» DIRECTIONS FOR THIS TASK:
Take every line containing "dead" out of the records.

+---+

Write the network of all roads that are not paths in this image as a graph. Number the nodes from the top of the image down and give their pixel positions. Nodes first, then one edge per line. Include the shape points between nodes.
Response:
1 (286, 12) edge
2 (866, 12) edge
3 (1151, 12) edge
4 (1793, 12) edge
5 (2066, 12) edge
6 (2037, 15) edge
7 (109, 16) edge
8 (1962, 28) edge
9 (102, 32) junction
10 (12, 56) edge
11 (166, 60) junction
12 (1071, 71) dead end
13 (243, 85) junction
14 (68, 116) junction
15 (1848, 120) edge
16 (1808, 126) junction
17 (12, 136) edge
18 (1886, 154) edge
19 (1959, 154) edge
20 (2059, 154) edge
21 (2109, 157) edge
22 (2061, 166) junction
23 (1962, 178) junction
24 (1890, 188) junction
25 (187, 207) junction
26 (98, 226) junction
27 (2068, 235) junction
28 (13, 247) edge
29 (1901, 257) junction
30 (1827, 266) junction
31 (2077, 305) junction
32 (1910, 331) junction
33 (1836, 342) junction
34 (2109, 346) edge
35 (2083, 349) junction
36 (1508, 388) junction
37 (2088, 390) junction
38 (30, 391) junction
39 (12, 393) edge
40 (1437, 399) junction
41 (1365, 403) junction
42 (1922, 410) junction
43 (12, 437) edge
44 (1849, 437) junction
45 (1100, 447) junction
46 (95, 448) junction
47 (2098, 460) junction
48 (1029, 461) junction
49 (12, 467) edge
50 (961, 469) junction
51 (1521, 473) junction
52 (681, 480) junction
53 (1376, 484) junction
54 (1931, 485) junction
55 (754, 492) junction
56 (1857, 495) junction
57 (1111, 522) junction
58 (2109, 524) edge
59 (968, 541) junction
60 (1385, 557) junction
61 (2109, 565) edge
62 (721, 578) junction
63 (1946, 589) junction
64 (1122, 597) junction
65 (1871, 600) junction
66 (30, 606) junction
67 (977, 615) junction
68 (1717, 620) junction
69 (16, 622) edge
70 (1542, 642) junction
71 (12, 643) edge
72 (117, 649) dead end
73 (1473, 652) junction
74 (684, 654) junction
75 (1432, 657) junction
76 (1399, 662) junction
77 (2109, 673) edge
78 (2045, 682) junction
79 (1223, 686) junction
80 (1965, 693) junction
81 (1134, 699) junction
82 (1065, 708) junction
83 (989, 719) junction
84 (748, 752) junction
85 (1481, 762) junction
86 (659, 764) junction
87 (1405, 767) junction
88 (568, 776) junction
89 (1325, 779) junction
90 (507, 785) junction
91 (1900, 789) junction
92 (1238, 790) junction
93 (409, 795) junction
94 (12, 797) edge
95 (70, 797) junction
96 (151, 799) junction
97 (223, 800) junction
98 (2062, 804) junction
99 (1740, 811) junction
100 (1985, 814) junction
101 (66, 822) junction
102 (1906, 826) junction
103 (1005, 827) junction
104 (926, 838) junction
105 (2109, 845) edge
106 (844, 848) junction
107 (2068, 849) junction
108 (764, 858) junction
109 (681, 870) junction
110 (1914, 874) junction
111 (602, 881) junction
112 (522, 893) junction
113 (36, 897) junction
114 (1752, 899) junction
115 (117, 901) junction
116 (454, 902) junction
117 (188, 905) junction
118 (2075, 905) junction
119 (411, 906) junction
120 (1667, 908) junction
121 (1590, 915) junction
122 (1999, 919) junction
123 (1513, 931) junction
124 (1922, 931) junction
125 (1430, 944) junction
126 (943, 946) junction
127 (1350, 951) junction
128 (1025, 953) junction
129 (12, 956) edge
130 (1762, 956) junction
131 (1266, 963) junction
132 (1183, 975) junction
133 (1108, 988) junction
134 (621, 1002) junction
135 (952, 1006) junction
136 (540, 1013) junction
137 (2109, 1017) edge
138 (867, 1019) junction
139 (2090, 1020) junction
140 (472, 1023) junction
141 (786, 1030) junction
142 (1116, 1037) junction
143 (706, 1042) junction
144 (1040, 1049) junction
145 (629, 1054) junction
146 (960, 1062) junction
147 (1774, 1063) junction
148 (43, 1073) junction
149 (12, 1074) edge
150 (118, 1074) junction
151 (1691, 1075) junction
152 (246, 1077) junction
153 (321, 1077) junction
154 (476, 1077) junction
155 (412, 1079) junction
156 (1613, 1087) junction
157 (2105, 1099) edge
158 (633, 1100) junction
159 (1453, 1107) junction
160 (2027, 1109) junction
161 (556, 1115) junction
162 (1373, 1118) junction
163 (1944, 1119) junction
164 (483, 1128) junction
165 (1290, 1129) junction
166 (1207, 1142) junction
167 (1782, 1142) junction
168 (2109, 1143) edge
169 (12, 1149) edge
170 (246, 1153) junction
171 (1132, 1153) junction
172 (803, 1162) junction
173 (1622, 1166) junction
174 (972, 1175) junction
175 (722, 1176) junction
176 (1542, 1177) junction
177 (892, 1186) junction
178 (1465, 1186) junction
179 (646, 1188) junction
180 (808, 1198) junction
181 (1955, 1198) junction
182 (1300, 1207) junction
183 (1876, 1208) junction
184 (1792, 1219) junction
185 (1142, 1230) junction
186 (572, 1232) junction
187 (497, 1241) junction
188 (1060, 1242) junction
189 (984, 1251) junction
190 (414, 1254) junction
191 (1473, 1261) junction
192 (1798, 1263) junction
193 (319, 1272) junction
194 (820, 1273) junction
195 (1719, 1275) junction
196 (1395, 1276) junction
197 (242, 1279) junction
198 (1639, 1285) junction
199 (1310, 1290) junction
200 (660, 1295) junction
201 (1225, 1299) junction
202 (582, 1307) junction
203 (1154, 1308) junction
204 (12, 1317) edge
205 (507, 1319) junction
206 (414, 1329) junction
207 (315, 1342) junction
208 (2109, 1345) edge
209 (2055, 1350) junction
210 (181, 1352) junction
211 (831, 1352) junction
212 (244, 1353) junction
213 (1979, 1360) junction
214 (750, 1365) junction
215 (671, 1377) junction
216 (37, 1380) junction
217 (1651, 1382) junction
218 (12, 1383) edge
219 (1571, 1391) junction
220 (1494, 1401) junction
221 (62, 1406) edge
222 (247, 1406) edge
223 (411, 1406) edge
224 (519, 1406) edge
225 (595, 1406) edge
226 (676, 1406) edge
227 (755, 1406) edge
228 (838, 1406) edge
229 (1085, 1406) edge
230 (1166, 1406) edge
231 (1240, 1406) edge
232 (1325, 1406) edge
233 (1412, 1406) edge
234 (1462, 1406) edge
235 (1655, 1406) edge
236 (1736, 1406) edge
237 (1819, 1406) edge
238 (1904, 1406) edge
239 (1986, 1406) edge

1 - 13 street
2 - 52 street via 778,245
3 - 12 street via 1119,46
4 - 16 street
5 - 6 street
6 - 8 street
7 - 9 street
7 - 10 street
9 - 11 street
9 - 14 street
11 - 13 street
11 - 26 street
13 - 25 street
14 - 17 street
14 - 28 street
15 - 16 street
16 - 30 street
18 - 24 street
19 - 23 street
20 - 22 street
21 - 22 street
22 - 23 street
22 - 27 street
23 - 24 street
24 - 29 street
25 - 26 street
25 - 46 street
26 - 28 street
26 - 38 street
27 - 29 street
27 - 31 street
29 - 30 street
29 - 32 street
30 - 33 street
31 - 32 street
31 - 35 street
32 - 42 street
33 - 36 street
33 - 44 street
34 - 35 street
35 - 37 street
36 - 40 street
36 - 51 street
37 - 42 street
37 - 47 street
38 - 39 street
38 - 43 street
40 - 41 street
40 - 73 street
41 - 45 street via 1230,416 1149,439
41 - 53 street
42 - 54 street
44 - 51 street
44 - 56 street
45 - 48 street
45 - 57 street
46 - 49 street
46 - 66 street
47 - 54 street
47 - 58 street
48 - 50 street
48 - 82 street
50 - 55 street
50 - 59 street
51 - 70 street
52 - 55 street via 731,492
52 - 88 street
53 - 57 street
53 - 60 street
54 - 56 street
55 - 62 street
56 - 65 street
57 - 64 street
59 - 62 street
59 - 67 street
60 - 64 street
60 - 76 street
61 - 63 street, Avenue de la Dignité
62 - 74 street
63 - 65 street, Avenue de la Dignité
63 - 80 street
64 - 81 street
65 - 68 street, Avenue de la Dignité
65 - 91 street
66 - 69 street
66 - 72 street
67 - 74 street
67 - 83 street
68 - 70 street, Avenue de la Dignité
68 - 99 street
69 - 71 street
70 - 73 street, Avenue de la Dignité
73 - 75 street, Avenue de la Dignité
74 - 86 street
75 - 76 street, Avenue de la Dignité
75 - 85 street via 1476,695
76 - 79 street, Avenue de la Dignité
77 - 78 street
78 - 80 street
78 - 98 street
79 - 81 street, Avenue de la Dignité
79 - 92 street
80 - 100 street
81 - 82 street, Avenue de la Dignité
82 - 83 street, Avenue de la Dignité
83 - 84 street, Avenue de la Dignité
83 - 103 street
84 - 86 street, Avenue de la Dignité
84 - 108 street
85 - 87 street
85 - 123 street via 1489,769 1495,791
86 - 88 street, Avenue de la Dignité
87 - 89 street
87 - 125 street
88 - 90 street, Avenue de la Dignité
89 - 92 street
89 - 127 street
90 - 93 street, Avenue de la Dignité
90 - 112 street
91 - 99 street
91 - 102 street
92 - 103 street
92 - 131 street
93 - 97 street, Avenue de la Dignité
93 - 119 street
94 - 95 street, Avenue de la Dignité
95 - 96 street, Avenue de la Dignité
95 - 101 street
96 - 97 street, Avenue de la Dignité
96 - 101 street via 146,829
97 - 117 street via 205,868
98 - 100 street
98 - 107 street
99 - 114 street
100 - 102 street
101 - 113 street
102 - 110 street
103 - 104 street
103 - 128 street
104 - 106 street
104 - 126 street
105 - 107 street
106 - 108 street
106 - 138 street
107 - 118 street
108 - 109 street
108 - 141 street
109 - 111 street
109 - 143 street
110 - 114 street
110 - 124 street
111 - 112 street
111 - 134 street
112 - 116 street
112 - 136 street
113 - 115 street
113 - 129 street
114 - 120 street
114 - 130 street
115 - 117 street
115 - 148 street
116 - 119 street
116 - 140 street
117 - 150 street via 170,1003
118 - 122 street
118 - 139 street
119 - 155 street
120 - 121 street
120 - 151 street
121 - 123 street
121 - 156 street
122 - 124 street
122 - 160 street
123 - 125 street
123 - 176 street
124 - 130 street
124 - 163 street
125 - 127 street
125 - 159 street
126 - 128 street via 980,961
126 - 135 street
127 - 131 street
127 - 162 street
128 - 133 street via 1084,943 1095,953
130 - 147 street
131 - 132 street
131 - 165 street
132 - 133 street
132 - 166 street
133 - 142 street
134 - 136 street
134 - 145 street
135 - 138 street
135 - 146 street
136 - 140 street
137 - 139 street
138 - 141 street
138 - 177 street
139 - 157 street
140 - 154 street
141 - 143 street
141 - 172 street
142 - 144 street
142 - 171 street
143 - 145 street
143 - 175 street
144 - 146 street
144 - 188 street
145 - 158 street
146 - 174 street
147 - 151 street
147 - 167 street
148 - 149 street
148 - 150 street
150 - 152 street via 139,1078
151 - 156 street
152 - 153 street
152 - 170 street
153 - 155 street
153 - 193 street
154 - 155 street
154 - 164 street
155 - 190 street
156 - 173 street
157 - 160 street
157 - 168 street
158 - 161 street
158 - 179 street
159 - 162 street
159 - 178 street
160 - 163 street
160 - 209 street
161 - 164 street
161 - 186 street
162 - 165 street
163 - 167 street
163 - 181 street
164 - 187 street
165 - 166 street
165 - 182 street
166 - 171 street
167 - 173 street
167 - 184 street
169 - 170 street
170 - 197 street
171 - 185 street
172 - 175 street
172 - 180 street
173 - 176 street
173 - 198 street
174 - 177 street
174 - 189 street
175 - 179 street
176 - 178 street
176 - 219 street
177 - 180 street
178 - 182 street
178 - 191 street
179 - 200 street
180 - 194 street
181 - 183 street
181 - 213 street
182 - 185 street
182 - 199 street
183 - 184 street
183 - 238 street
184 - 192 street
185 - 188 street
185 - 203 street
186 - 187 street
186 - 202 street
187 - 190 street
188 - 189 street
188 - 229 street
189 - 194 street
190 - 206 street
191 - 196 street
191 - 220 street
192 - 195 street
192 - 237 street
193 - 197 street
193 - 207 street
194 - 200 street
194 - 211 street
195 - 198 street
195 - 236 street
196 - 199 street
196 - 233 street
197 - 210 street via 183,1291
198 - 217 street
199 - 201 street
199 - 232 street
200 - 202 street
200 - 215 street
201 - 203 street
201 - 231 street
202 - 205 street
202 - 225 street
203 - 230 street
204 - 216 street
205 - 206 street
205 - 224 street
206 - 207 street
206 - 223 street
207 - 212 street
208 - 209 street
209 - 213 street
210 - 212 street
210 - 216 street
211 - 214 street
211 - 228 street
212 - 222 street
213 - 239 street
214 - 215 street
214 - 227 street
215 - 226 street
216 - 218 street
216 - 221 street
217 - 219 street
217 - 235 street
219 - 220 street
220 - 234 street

+---+

» OUTPUT OF THE TASK:
12 (1071, 71) dead end
72 (117, 649) dead end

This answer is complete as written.